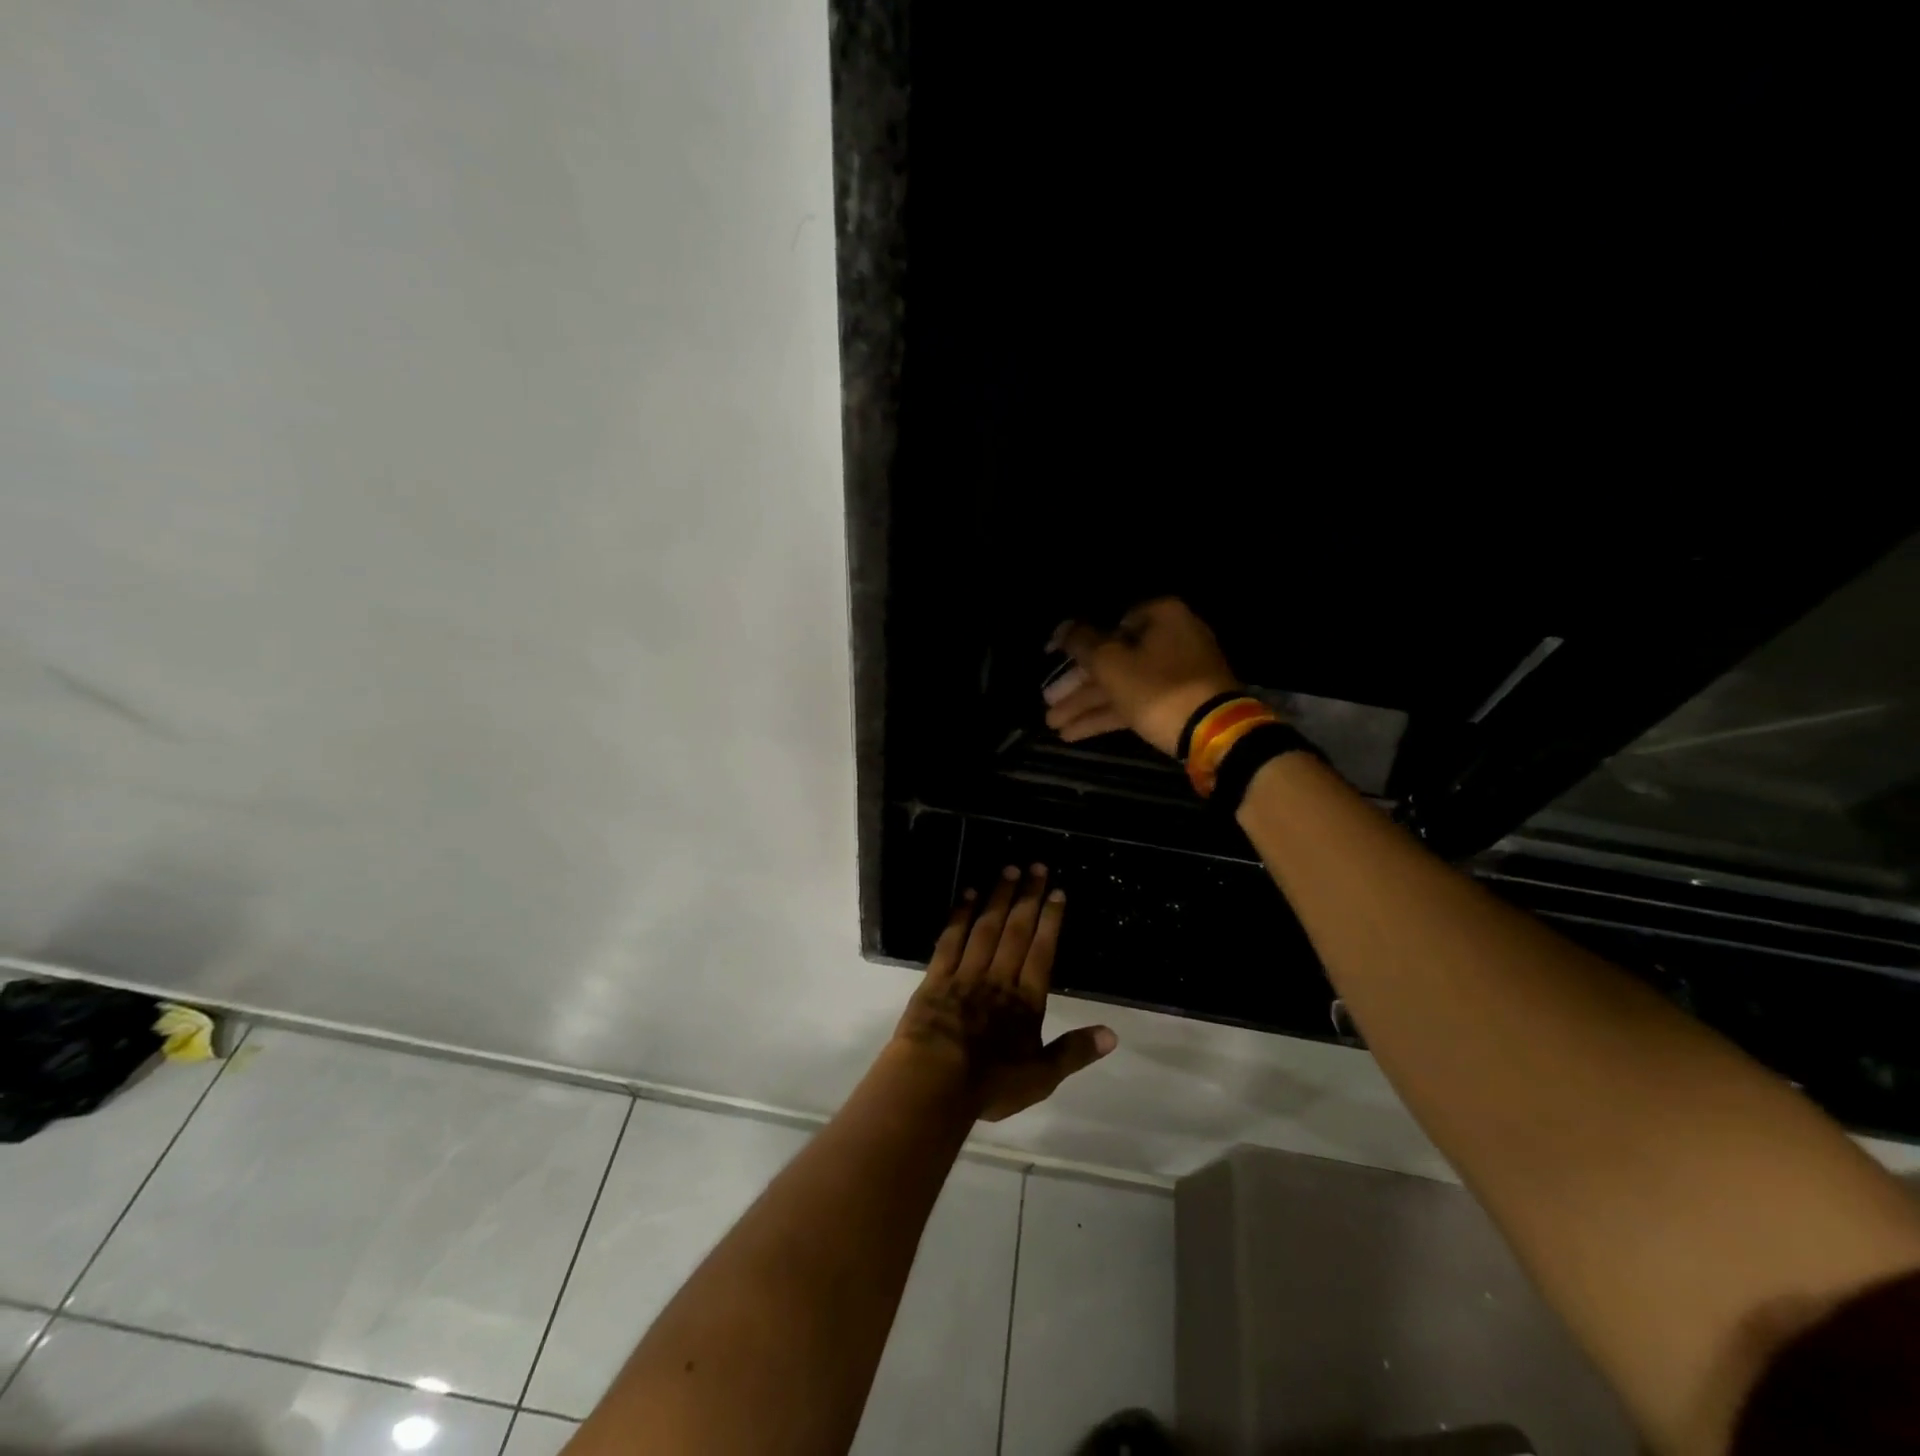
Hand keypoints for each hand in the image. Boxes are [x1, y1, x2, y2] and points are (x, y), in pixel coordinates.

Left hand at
════════════════════
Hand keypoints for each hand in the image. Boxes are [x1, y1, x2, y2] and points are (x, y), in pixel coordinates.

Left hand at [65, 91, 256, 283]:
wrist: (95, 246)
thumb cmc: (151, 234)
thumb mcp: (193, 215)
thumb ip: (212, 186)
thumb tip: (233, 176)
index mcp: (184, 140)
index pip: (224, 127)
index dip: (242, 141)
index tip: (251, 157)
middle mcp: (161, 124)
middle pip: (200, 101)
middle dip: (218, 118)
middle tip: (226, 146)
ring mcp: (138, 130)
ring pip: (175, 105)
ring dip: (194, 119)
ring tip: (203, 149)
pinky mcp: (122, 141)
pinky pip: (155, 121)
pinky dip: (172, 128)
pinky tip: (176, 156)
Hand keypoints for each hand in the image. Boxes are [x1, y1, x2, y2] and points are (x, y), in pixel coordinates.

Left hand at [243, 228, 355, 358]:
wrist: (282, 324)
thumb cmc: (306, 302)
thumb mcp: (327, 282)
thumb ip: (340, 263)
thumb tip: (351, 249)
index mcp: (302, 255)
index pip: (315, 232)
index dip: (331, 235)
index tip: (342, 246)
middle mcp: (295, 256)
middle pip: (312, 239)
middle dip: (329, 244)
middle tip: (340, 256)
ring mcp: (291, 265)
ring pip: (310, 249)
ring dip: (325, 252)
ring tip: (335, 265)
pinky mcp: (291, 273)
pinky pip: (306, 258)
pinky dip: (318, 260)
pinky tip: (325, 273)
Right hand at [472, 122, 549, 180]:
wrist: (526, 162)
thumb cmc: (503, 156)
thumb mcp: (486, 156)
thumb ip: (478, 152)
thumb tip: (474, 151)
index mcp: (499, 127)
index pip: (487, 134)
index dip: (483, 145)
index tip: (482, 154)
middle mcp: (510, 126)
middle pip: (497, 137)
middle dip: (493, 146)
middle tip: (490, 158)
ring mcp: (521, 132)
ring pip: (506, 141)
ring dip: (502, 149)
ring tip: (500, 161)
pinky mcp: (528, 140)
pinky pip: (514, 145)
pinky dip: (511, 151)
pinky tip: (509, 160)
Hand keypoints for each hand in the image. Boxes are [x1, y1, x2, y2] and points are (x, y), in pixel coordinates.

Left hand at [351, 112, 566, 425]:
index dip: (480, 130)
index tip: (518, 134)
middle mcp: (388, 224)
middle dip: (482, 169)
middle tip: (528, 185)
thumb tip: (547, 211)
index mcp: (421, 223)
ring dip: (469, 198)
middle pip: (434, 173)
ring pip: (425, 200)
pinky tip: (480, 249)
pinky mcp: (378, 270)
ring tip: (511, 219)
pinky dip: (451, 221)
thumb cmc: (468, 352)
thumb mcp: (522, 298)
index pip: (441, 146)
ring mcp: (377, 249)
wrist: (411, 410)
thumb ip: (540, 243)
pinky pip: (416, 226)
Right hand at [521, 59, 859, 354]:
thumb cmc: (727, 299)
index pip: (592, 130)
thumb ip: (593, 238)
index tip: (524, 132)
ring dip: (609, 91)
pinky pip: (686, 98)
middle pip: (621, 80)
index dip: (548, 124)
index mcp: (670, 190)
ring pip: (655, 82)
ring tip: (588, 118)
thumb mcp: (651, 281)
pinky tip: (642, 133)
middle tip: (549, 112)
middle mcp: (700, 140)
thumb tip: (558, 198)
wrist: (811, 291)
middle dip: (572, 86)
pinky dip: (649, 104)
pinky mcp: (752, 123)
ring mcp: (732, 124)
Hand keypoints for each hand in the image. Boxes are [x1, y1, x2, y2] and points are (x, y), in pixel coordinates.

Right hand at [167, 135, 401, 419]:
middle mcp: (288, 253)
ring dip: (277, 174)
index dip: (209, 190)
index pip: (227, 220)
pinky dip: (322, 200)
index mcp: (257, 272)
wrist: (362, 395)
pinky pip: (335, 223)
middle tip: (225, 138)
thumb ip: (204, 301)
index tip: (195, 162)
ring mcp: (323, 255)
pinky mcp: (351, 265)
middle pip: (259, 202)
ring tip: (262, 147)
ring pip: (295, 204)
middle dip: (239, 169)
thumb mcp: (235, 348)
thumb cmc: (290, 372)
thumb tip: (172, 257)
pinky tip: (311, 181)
════════════════════
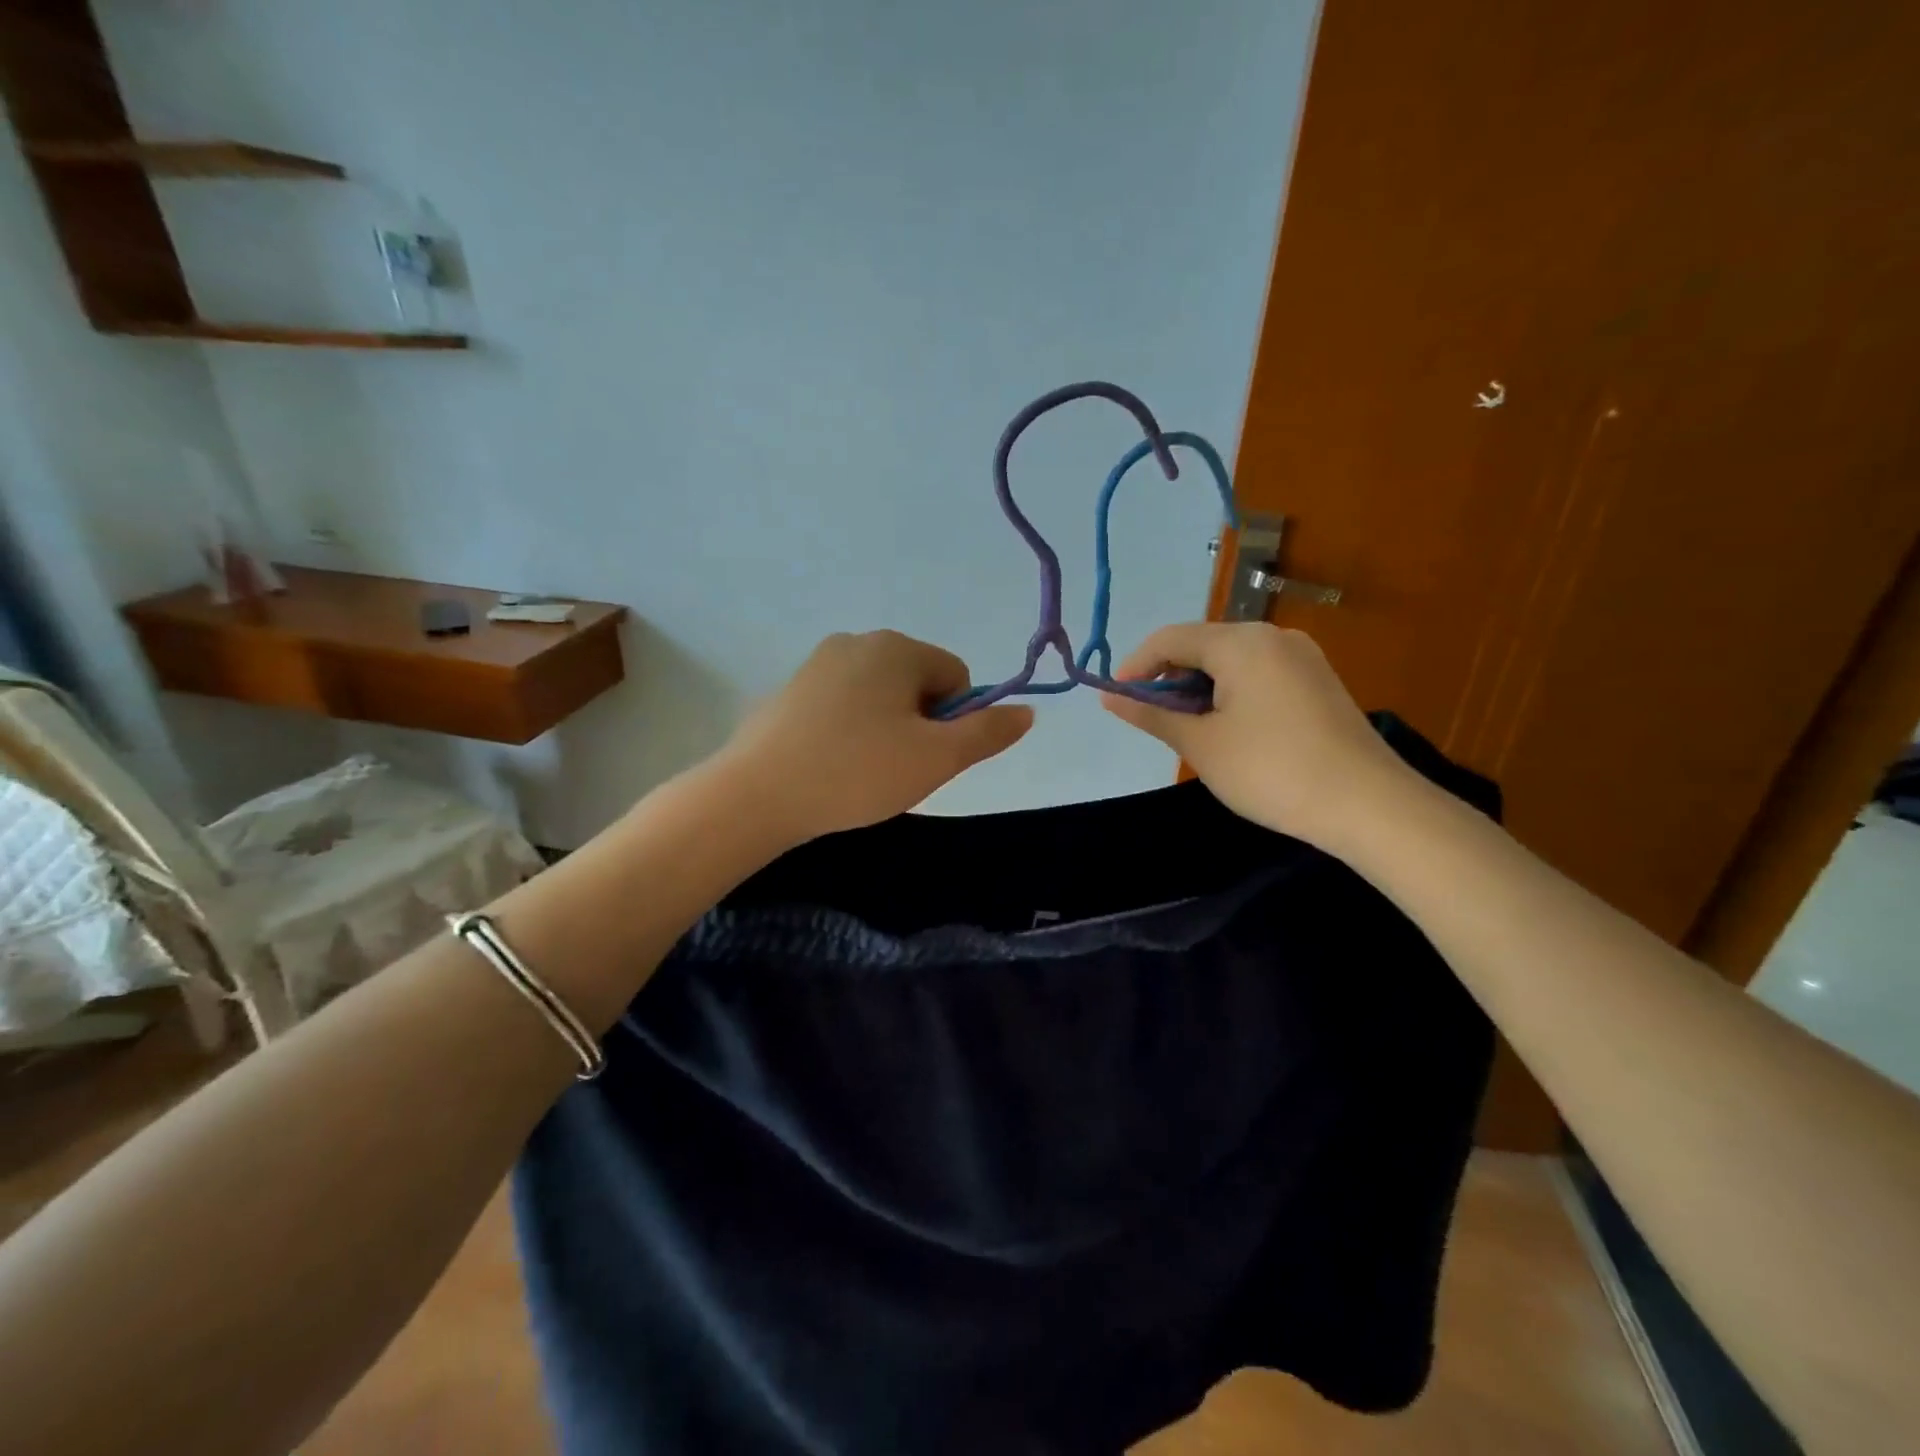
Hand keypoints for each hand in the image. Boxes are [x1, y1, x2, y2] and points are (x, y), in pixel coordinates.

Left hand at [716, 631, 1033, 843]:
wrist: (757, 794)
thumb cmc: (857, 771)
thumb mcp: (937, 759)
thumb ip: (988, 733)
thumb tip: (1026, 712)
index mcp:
════════════════════
Using the listing above, return word for word each line from the one that has "index pip: (227, 220)" through the one that has "pinky tip: (311, 181)", and no line outside that range.

Written solution -
index pip: (227, 220)
pinky dip: (322, 200)
index mcp: (257, 272)
wrist: (362, 395)
pinky pip: (335, 223)
middle tip: (225, 138)
thumb ip: (204, 301)
index tip: (195, 162)
ring mcp: (323, 255)
pinky mcp: (351, 265)
middle pip: (259, 202)
ring tip: (262, 147)
ring pip: (295, 204)
middle dip: (239, 169)
thumb mcp: (235, 348)
thumb cmc: (290, 372)
thumb tip: (172, 257)
pinky tip: (311, 181)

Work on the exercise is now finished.